Recently, several studies reported that Nrf2 is a downstream target of the PI3K/Akt/GSK3β pathway [9,10,11, 13]. It has been shown that Nrf2 and its target anti-oxidant genes such as HO-1 have a critical role in the mechanism that mitigates oxidative stress and that they activate an anti-oxidant mechanism that might be beneficial in AD and other neurological disorders [40]. Nuclear translocation of Nrf2 increased the expression of its target genes HO-1 and GCLM [19]. Our Western blot results revealed that anthocyanins supplementation significantly increased the nuclear translocation of Nrf2 and decreased the cytoplasmic expression of Nrf2 in the APP/PS1 mice compared with the Veh-treated APP/PS1 mice (Fig. 1c). Consistently, Western blots results indicated that anthocyanins significantly increased the expression of HO-1 and GCLM in the hippocampi of APP/PS1 mice compared with the Veh-treated APP/PS1 mice (Fig. 1c).
Next, we analyzed Nrf2/HO-1 co-localization through double immunofluorescence staining. Figure 1d, e shows decreased expression of Nrf2/HO-1 immunofluorescence reactivity in the hippocampi of Veh-treated APP/PS1 mice compared with that of Veh-treated WT mice. Anthocyanins supplementation (12 mg/kg i.p. for 30 days) significantly increased the immunofluorescence reactivity of Nrf2/HO-1 in the DG and CA1 regions of the hippocampi in the APP/PS1 mice compared with the Veh-treated APP/PS1 mice (Fig. 1d, e). In addition we analyzed the immunofluorescence reactivity of GCLM by using confocal microscopy. The confocal microscopy results reveal that anthocyanins significantly increased the immunofluorescence reactivity of GCLM in the CA1 and CA3 region of the hippocampi of APP/PS1 mice as compared to the Veh-treated APP/PS1 mice (Fig. 1f).

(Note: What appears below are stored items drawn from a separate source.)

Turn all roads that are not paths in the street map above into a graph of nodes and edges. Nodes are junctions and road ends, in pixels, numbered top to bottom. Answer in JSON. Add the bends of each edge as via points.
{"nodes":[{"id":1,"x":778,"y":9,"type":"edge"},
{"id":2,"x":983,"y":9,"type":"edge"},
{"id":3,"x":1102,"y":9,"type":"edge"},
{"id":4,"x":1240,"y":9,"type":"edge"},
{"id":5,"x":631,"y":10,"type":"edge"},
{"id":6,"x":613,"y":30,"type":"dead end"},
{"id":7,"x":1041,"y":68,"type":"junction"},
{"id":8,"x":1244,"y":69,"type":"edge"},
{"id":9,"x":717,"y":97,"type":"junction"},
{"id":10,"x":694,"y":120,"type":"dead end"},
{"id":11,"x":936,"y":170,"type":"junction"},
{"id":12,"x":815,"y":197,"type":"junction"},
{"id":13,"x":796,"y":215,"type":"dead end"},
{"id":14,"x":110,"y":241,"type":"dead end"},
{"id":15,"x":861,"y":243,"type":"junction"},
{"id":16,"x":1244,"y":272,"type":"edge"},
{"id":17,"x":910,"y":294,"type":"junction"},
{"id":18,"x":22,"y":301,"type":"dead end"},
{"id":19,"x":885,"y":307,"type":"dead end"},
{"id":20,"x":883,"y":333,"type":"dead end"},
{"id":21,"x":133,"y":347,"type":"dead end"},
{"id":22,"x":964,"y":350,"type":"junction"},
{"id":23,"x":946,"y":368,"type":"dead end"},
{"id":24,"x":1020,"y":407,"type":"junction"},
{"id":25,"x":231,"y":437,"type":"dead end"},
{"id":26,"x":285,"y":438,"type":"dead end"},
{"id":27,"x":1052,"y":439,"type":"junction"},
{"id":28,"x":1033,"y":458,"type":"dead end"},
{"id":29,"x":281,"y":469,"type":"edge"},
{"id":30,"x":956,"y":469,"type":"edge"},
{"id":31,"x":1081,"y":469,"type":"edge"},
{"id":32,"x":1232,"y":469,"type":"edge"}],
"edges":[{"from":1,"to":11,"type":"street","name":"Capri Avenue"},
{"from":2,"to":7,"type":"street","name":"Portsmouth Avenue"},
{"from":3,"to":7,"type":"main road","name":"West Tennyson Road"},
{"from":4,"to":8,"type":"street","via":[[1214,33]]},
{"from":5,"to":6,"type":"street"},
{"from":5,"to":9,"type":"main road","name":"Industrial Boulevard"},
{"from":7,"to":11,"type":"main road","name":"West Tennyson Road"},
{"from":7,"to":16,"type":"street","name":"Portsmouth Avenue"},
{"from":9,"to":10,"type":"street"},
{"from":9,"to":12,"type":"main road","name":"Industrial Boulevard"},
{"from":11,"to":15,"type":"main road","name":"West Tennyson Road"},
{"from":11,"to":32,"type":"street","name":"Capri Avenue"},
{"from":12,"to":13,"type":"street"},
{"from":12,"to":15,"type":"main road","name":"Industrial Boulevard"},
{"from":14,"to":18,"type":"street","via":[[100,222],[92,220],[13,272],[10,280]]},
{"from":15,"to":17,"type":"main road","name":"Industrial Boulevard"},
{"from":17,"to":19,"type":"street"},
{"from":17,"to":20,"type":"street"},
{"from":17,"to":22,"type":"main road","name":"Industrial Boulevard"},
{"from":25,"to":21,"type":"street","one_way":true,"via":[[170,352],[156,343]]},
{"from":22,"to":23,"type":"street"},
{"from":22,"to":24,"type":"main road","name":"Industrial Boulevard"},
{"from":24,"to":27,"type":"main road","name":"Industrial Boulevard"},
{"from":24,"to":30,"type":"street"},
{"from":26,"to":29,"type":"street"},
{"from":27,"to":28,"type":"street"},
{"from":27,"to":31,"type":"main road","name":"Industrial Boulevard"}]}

Further, we sought to determine the underlying neuroprotective anti-oxidant mechanism of anthocyanins, investigating whether anthocyanins regulate the PI3K/Akt/GSK3β pathway and whether they activate the key endogenous anti-oxidant Nrf2 and its target genes. We observed reduced expression of p-PI3K/Akt/GSK3β (Ser 9) as well the Nrf2 and its targets genes HO-1 and GCLM in the AβO (5 μM)-exposed HT22 cells, which was reversed by anthocyanins (100 μg/ml) and significantly increased in its expression. However, anthocyanins were not able to activate and increase the expression of p-PI3K/Akt/GSK3β (Ser 9) and Nrf2/HO-1/GCLM in the AβO-exposed HT22 cells when they were exposed to a PI3K inhibitor (LY294002 (10 μM)) and Nrf2 siRNA (Fig. 1g). These results indicated that anthocyanins regulated PI3K/Akt/GSK3β pathway and activated the endogenous anti-oxidant Nrf2/HO-1 pathway which might be associated with the anti-oxidant neuroprotective activity of anthocyanins.
Anthocyanins Treatment Mitigated ROS and Oxidative Stress in APP/PS1 Mice and In Vitro AβO-Exposed HT22 Cells
Further, to assess the potent anti-oxidant activity of natural anthocyanins in the APP/PS1 mice, we conducted ROS assay, LPO assay and GSH assay. The ROS assay results showed that ROS levels [based on the oxidation of DCFH-DA to DCF significantly increased in the APP/PS1 mice compared with the Veh-treated WT mice. Anthocyanins supplementation (12 mg/kg i.p. for 30 days) overcame ROS activation and significantly reduced DCF levels in the APP/PS1 mice compared with those of Veh-treated APP/PS1 mice (Fig. 2a).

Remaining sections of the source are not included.